%%
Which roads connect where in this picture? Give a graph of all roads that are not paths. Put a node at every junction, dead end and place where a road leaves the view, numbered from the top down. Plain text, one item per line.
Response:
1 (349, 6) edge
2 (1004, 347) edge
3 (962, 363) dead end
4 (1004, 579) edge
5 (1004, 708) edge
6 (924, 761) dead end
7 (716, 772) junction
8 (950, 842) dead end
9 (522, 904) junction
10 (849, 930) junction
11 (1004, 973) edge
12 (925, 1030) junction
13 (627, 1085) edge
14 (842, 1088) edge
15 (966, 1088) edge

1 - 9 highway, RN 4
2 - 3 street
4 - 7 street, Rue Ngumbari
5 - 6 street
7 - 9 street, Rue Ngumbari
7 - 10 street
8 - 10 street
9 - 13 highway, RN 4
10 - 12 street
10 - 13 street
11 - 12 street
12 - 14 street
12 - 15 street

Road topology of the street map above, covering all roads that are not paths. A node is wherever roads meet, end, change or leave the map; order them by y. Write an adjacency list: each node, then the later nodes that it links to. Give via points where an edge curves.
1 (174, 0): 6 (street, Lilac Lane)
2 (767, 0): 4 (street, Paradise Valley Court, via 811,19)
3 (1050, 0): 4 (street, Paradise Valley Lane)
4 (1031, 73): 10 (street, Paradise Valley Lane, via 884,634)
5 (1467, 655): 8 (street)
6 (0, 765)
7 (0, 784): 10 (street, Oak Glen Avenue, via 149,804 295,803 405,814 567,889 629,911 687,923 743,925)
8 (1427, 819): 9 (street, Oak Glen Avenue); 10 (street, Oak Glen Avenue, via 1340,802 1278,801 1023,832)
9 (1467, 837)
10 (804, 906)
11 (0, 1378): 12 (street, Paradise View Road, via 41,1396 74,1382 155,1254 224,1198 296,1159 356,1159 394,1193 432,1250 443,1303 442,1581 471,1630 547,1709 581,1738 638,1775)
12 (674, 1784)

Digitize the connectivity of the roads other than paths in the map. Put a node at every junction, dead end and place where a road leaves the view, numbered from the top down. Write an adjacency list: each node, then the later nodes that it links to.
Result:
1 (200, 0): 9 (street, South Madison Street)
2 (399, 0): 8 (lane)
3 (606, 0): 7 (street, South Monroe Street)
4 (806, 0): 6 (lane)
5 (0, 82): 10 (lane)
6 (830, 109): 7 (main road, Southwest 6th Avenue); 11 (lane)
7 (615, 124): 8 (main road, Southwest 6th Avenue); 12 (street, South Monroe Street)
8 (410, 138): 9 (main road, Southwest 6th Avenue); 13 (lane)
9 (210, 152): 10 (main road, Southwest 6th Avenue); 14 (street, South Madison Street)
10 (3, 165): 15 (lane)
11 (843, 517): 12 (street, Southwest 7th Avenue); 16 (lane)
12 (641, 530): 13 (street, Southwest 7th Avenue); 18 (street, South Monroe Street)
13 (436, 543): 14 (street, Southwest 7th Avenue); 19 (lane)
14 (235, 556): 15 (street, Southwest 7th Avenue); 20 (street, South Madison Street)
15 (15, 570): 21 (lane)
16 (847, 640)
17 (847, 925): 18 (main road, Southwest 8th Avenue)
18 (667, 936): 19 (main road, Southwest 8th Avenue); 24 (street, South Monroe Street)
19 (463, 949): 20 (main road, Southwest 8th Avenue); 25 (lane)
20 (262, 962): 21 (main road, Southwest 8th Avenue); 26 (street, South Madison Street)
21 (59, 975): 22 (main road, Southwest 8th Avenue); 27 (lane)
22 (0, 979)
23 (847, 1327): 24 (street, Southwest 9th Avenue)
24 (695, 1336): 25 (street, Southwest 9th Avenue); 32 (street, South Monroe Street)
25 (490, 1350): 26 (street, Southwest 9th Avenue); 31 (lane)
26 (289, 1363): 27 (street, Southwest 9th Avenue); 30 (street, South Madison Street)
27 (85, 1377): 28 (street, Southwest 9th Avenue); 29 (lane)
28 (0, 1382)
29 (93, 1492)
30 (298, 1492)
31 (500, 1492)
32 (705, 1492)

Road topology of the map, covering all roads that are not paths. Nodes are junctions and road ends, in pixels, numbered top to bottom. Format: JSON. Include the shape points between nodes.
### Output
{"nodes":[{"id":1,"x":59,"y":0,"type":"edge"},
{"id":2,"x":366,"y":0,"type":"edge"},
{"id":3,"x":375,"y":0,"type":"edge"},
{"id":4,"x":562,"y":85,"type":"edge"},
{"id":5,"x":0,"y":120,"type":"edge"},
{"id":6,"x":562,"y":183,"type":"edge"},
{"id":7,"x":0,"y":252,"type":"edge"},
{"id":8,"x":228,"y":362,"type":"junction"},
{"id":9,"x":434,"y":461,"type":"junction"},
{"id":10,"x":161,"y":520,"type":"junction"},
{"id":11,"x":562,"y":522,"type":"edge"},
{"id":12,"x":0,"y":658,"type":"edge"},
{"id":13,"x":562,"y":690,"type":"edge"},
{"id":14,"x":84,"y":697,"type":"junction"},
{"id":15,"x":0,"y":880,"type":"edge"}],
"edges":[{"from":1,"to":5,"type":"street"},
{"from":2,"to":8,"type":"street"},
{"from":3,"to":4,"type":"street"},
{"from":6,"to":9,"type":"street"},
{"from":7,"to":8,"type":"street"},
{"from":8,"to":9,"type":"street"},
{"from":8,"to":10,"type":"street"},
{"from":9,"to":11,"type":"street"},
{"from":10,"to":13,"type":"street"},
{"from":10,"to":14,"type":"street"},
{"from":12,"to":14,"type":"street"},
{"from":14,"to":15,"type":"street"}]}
%%
Problem to solve → Only one number is wanted: how many lines of the data above include the word "place".

Answer to this problem → 2